A healthy family life often nurtures the seeds of a consecrated vocation, while consecrated life engenders the kind of robust Catholic culture that supports families in their practice of the Faith. Thus, celibacy and marriage reinforce one another; they stand or fall together. I hope this connection will be considered and discussed at the 2014-2015 Synods on the Family, especially given their overlap with the upcoming Year of Consecrated Life (Nov. 21, 2014 – Nov. 21, 2015).
The balance our Byzantine tradition strikes, between celibate monks and married parish clergy, is not a cure-all, nor should it necessarily be considered as a universal model for the Church. Still, when given a chance to flourish – with full support given to both the married and monastic sides of the equation – it has proved to be a potent formula for the generation and preservation of Christian culture. This is a fact that students of Byzantine or Slavic history know well.
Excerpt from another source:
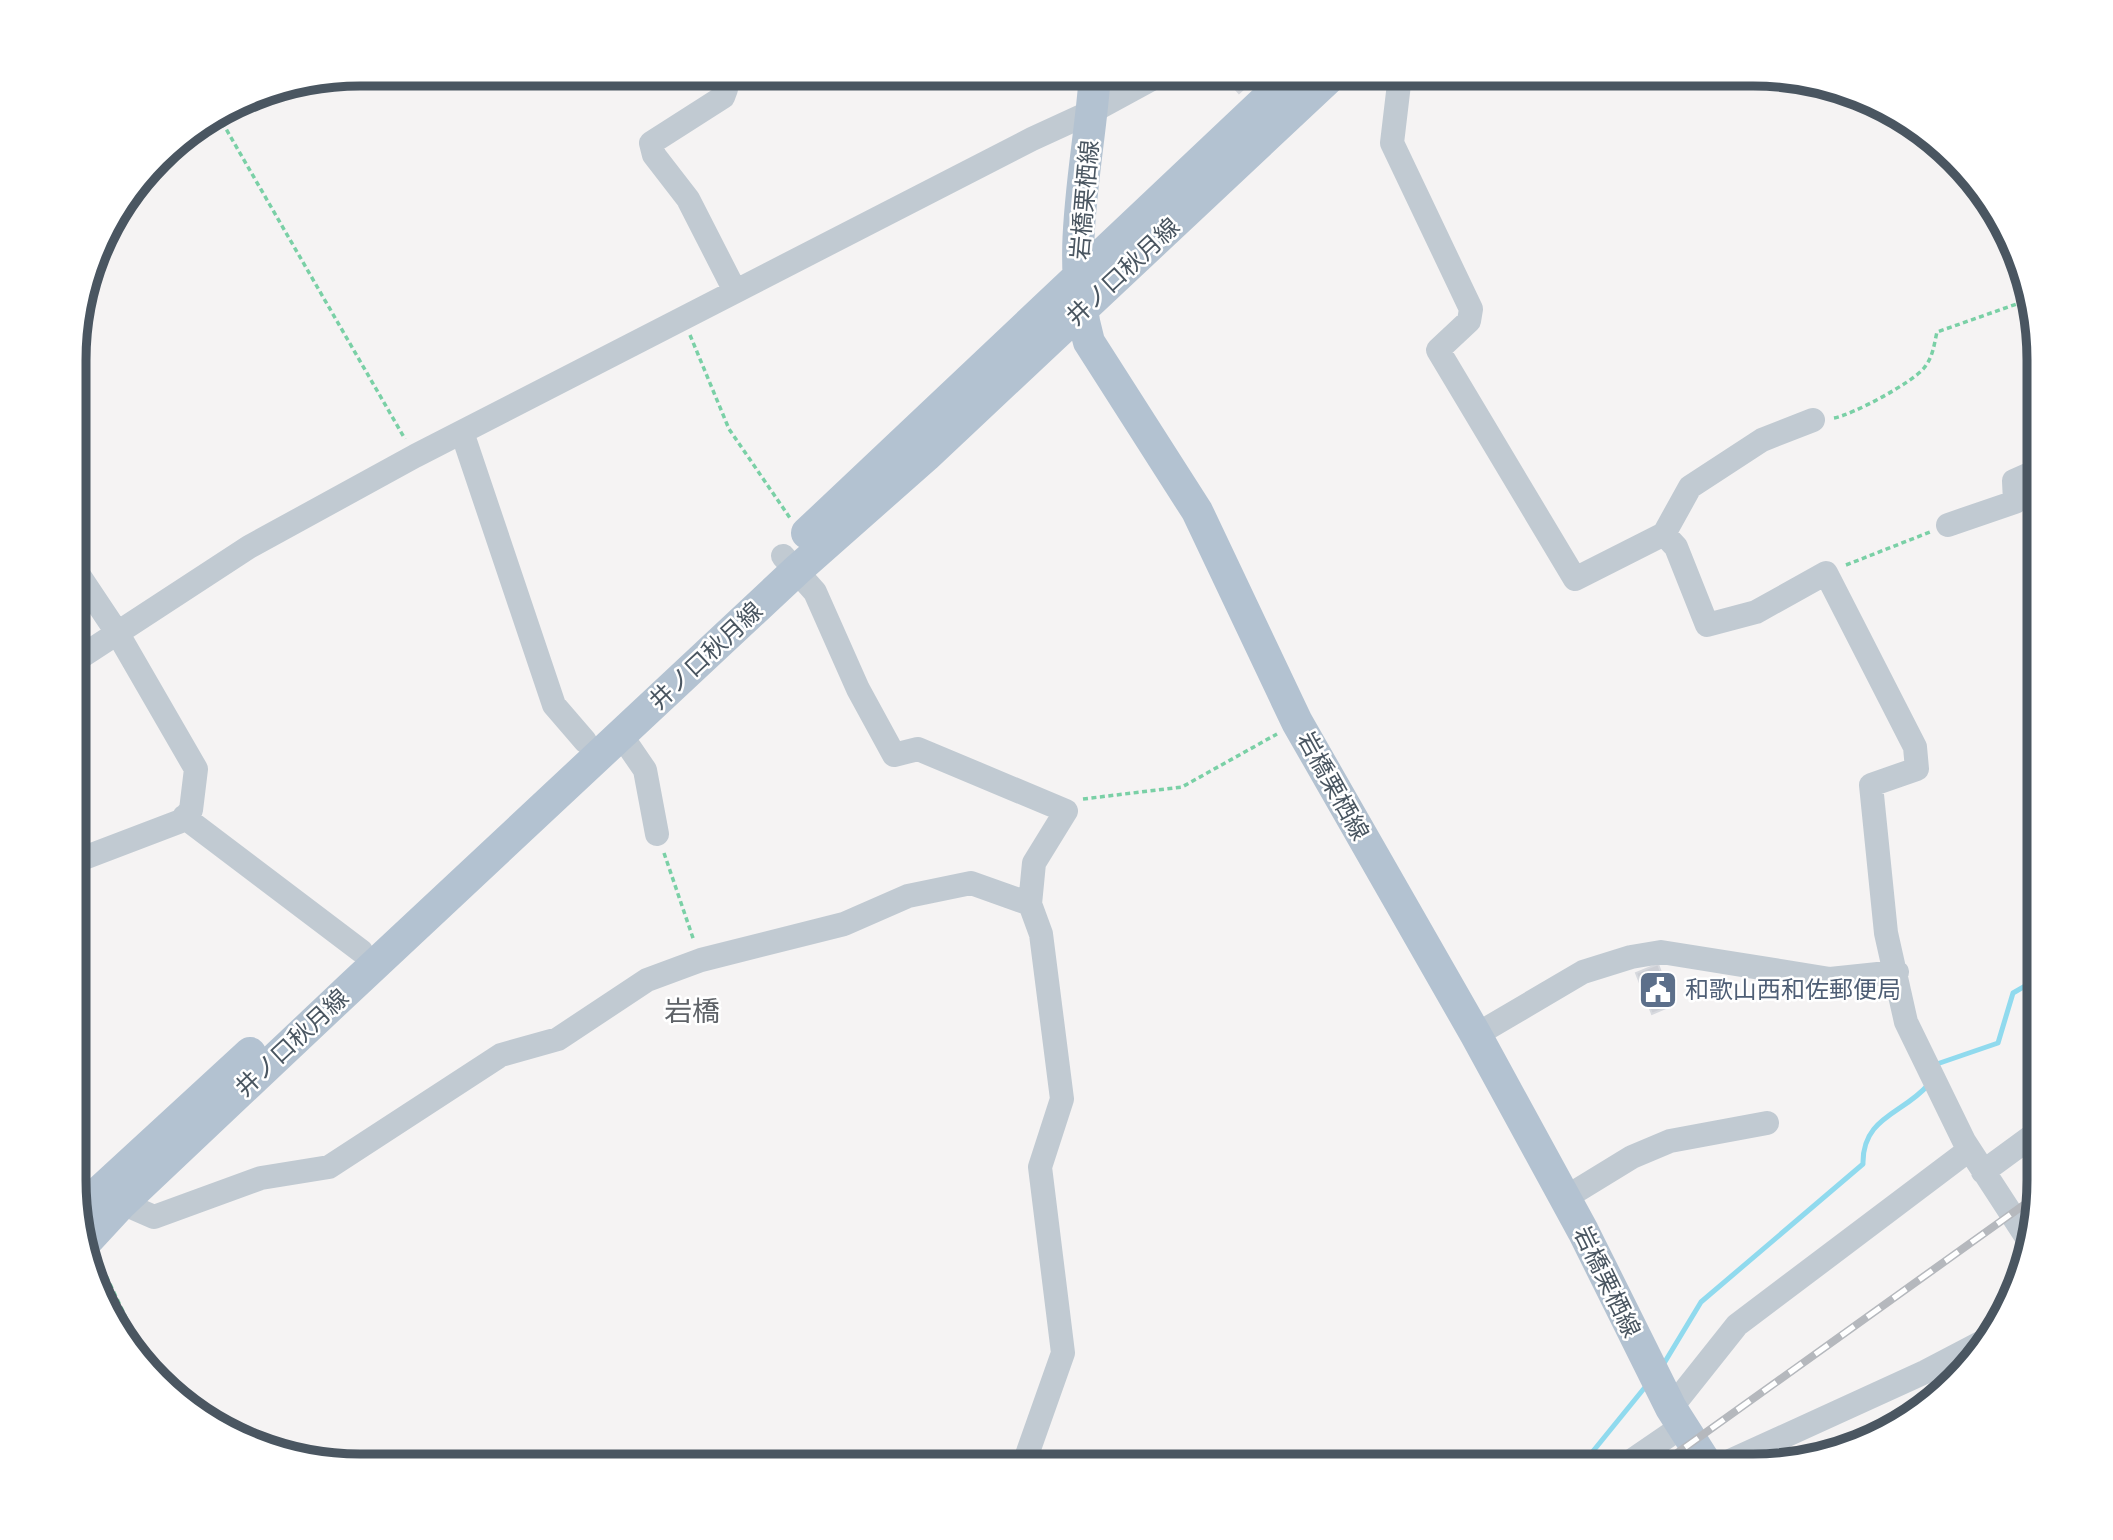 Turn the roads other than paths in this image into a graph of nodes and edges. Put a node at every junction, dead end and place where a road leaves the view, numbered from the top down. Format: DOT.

I have also seen the evidence for myself. I have found the spirit of real Christian community – not easily found in today’s world – in a parish led by a married Byzantine priest, and also in a traditional Greek Catholic monastery. My hope is that both such environments may multiply abundantly, with our priestly and monastic customs existing harmoniously alongside those of the Latin West.
Our Byzantine Catholic communities, especially in Western countries, may be small. But when the tradition is lived in its fullness – in both parishes and monasteries – the impact on the cause of Christian unity, and the building-up of Catholic culture, can be immense. The monastic element of that tradition, no less than the married priesthood, deserves the full support of our hierarchs and laity.